_How to complete this task_
Scan the data below for lines holding the word "Answer", and copy each line found.

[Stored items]
== Segment start ==

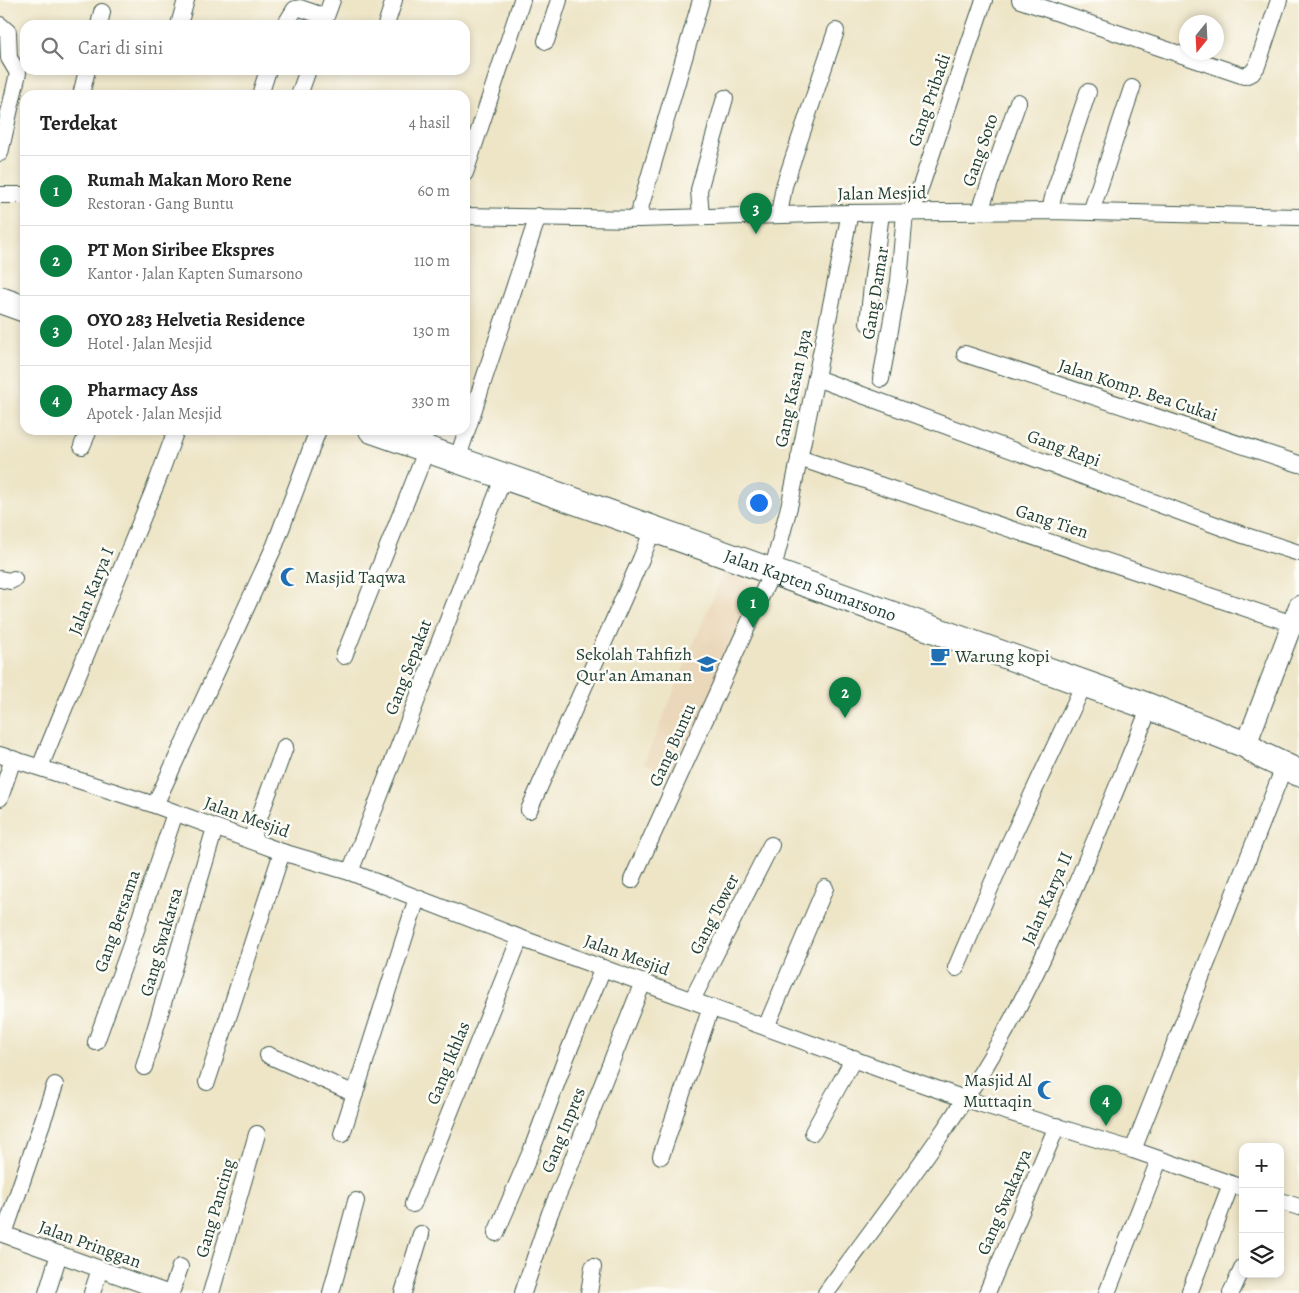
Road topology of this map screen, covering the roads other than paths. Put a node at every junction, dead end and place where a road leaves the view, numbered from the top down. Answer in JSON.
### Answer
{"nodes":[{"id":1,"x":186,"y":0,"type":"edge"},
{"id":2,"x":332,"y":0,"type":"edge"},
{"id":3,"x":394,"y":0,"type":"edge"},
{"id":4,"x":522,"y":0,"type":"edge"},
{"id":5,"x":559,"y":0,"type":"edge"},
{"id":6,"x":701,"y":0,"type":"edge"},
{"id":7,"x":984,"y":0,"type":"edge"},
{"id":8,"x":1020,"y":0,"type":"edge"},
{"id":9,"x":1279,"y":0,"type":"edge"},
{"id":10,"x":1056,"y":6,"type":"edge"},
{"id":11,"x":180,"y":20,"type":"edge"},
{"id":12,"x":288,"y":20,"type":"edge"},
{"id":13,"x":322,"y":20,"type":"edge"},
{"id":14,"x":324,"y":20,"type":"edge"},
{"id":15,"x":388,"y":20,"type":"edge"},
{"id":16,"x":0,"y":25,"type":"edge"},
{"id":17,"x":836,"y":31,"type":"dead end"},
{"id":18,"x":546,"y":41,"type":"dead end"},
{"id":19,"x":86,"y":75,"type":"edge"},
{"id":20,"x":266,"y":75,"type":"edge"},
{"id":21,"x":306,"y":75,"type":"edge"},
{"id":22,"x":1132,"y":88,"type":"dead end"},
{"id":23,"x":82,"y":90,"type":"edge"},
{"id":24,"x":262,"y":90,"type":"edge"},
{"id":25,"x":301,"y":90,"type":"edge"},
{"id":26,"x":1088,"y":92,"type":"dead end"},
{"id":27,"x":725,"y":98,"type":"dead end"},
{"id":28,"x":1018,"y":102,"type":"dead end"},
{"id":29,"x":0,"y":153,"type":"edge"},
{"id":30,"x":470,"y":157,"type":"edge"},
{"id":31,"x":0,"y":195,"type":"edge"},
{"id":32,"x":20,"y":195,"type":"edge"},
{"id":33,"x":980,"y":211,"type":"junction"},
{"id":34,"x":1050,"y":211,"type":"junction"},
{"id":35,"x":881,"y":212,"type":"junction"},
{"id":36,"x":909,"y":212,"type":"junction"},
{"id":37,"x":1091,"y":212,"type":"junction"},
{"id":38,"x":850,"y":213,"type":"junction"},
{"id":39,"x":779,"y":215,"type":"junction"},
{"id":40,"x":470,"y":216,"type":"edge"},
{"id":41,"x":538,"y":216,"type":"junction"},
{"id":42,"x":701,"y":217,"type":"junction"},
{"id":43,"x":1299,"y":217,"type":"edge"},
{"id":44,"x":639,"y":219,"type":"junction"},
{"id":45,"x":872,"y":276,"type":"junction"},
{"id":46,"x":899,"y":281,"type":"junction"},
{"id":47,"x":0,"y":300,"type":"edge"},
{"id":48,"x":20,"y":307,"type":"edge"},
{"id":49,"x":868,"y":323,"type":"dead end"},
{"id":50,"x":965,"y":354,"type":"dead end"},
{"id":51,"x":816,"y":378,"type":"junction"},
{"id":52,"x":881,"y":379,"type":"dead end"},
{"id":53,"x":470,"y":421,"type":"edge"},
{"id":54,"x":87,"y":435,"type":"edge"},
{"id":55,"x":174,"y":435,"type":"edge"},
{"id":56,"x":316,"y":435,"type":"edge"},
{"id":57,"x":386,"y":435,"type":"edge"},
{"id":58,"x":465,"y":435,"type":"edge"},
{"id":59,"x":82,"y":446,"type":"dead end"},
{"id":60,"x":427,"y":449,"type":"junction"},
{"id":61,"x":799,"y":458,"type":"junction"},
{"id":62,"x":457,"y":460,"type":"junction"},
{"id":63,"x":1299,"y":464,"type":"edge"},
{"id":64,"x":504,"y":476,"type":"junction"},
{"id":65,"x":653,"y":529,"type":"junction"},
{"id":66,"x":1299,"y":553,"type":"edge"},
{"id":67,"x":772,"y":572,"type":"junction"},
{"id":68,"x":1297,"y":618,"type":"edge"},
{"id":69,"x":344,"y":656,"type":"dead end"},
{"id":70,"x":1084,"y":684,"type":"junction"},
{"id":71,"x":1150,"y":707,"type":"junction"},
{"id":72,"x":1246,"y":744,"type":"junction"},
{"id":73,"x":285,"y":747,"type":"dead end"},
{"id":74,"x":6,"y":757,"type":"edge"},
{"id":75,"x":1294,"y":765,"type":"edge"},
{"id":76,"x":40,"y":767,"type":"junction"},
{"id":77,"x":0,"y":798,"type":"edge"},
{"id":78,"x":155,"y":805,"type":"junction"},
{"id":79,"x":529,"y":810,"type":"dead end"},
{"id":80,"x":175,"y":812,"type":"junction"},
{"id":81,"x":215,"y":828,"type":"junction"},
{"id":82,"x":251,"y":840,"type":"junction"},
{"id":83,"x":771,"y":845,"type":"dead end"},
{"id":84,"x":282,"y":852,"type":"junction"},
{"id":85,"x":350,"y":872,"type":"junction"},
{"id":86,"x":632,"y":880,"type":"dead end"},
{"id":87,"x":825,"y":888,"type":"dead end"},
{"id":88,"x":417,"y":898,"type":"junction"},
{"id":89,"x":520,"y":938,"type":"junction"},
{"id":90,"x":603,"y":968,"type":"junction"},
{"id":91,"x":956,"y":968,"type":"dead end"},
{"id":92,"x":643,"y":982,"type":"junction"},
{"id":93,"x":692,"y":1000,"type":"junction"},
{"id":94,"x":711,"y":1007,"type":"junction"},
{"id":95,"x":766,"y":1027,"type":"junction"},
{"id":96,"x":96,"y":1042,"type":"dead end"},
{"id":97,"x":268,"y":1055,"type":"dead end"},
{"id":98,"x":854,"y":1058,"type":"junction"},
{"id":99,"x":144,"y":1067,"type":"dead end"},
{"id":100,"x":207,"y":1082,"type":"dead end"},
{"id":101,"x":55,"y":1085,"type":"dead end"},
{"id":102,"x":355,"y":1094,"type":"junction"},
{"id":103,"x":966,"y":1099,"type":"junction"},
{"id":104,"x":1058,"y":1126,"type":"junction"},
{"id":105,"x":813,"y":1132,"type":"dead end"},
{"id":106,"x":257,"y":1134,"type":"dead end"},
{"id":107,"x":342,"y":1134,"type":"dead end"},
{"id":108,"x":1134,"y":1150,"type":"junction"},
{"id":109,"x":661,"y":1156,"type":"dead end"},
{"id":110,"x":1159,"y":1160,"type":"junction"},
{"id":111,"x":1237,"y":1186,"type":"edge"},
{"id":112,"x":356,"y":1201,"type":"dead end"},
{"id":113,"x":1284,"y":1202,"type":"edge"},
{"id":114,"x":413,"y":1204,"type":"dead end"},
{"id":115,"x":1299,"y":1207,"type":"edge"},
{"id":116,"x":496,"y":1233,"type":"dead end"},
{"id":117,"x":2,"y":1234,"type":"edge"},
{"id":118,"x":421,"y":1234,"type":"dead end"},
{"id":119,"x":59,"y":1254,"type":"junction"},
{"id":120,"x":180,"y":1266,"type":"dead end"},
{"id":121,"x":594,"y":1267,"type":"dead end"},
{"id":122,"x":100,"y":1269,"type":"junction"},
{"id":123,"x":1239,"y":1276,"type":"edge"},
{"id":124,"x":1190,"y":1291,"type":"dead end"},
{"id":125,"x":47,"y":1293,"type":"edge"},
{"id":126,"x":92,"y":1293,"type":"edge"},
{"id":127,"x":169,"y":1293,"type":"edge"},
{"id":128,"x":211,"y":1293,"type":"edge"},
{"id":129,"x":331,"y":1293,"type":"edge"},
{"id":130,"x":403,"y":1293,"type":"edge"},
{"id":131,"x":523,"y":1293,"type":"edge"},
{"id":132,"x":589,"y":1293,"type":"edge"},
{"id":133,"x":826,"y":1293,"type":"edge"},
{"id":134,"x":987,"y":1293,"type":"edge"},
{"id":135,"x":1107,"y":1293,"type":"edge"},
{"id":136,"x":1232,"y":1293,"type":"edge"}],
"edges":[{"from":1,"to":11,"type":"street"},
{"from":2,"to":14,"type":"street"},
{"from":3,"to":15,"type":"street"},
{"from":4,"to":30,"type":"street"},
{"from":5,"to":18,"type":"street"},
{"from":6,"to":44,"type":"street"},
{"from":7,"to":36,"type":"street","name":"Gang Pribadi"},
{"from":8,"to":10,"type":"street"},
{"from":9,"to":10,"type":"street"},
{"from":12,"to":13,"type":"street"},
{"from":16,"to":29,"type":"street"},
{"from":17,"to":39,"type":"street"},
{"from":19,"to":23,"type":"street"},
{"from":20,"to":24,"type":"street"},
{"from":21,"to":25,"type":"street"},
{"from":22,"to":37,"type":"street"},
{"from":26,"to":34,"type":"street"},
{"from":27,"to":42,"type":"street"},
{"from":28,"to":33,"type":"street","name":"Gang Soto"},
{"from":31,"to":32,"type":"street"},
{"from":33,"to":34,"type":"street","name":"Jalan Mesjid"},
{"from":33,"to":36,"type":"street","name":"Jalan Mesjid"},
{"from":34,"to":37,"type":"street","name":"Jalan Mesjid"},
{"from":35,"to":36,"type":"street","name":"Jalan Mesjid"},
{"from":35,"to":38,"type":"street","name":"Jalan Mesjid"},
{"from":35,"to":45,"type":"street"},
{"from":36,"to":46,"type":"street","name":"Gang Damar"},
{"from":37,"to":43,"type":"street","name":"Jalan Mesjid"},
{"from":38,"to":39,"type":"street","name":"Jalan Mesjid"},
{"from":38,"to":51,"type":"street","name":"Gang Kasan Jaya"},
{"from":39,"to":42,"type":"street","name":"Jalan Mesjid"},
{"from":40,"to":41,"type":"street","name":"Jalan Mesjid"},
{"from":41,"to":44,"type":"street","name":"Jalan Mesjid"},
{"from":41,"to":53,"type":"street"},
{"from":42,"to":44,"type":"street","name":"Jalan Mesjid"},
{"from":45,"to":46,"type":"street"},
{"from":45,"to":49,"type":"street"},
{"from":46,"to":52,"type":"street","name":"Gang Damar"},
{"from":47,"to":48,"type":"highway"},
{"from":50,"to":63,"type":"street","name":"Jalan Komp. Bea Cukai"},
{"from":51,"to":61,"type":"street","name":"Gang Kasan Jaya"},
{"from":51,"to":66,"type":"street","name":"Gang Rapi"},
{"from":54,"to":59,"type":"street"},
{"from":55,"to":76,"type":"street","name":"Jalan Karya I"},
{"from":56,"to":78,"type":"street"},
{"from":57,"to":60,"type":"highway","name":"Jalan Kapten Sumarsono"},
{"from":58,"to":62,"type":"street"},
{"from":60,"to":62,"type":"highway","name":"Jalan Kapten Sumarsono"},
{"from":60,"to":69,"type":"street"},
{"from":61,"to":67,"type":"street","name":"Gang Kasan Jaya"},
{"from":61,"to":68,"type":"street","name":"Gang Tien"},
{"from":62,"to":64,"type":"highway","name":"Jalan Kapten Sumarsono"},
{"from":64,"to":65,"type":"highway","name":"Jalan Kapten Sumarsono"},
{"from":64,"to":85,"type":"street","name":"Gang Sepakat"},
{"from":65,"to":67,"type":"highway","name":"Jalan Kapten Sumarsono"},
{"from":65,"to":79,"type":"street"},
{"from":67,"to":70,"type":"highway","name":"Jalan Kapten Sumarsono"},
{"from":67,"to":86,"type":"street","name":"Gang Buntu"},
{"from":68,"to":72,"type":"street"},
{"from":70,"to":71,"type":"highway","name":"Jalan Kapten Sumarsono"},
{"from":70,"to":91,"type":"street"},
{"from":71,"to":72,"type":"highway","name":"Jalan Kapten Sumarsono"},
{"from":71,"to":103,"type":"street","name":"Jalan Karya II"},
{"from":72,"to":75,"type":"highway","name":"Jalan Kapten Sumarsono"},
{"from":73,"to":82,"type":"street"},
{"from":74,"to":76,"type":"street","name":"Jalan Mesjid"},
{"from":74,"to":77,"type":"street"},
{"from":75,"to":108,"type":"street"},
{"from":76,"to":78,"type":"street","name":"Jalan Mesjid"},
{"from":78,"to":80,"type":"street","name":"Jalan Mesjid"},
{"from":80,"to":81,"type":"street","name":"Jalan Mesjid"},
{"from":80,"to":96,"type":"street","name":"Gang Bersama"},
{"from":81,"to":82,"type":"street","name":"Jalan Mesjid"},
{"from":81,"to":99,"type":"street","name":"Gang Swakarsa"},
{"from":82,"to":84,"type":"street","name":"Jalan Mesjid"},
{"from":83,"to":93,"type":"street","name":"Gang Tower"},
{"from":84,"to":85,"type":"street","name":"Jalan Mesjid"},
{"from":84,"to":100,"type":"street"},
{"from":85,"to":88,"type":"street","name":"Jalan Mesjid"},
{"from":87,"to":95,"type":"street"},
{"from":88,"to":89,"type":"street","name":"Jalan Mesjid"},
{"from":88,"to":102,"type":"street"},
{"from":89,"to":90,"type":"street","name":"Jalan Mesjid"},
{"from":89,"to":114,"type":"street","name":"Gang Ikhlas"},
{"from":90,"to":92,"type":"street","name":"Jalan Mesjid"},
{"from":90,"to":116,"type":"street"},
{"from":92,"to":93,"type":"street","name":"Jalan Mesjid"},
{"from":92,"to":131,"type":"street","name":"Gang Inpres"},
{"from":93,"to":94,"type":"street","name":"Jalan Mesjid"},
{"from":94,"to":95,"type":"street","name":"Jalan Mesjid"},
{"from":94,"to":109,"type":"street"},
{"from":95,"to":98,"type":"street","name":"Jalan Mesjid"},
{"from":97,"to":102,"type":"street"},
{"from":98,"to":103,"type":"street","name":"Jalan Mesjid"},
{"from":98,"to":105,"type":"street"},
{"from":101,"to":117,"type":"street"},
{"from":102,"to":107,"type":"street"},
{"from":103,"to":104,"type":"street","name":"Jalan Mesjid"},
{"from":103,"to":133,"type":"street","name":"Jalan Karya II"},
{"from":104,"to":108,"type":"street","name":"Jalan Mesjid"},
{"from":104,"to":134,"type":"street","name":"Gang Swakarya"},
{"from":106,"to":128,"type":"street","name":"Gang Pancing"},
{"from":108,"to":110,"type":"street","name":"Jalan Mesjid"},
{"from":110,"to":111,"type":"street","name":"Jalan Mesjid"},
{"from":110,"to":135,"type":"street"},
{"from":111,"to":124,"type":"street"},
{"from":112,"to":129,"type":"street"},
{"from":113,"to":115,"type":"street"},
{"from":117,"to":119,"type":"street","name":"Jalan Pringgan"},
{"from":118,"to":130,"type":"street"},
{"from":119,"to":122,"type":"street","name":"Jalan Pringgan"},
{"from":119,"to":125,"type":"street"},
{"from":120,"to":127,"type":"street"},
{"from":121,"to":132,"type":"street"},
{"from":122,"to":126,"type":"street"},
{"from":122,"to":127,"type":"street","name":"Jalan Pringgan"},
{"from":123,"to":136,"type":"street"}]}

== Segment end ==
== Segment start ==

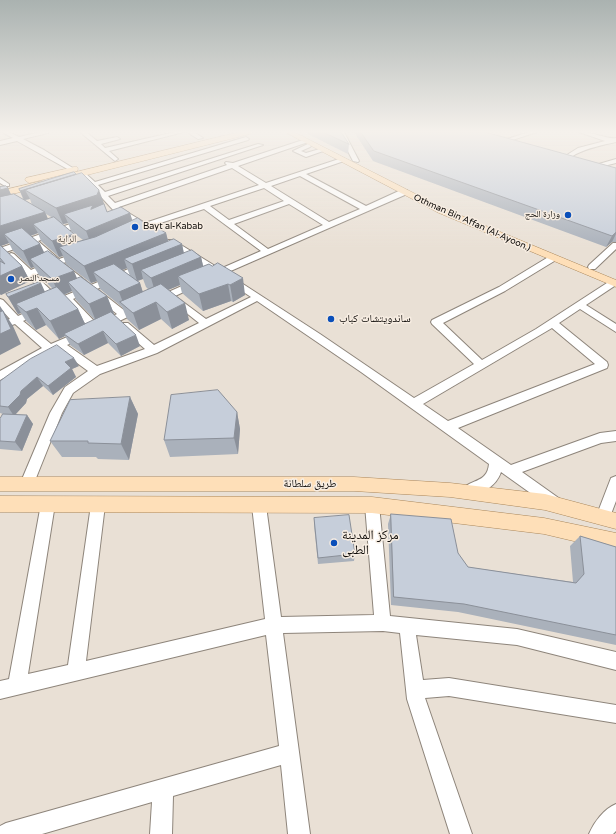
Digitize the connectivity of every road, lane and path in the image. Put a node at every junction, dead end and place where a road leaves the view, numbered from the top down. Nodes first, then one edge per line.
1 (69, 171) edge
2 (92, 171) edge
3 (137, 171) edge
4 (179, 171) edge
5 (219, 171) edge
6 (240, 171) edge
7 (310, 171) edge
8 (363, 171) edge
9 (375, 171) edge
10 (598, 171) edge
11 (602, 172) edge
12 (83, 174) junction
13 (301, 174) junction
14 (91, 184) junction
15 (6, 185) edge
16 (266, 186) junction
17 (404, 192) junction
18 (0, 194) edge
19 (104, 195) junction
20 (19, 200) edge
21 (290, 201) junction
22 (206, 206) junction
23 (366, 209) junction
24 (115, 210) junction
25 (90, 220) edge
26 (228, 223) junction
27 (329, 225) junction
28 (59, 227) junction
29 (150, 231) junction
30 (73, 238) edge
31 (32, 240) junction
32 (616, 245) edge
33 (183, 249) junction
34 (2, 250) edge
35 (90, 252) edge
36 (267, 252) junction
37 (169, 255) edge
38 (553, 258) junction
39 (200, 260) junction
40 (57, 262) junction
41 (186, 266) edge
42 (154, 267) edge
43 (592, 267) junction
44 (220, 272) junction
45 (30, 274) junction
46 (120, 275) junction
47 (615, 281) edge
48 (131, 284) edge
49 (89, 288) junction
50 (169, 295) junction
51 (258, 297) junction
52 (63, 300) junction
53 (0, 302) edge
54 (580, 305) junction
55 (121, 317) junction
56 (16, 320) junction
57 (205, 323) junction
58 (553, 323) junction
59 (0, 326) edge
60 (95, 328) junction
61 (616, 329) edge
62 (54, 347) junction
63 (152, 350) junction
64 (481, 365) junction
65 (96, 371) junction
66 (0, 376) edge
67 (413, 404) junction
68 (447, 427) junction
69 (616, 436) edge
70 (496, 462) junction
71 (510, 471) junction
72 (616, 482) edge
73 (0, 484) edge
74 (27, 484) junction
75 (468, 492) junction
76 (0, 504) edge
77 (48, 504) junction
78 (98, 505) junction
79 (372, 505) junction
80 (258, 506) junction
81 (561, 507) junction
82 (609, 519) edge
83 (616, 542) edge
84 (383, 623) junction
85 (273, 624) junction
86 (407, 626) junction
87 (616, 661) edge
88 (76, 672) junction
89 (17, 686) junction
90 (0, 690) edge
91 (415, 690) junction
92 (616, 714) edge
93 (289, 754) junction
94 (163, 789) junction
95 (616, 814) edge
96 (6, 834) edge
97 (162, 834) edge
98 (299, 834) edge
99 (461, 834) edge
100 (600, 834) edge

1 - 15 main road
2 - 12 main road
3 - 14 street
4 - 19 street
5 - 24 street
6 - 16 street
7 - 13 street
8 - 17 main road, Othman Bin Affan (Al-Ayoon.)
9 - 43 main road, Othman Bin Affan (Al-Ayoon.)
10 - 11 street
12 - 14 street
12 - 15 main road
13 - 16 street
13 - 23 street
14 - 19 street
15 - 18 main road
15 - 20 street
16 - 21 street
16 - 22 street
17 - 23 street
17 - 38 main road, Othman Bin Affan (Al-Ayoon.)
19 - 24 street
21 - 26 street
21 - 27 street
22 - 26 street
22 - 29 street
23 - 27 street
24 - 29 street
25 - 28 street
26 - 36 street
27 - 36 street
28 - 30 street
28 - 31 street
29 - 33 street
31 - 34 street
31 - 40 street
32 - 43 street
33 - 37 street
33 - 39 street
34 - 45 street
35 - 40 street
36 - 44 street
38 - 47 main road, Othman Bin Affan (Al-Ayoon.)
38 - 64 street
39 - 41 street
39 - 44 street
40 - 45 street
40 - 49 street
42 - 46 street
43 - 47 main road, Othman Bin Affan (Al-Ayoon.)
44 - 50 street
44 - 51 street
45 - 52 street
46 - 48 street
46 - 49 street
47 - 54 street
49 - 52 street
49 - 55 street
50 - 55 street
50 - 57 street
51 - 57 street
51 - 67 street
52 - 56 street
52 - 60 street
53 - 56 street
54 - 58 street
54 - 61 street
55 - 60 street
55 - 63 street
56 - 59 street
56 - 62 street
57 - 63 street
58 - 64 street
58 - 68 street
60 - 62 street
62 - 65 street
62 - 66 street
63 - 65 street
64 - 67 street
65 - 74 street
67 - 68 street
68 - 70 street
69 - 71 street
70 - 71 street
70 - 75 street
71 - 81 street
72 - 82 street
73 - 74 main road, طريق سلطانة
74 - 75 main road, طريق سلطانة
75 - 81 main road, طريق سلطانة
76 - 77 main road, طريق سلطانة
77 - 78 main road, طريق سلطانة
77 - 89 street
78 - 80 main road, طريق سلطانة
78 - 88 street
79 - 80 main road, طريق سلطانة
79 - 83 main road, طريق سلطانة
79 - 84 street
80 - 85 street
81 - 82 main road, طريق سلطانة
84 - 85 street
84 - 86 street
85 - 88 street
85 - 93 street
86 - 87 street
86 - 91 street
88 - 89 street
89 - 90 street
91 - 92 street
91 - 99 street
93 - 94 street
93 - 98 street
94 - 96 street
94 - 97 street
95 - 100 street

== Segment end ==

_Response to the task_
Road topology of this map screen, covering the roads other than paths. Put a node at every junction, dead end and place where a road leaves the view, numbered from the top down. Answer in JSON.
### Answer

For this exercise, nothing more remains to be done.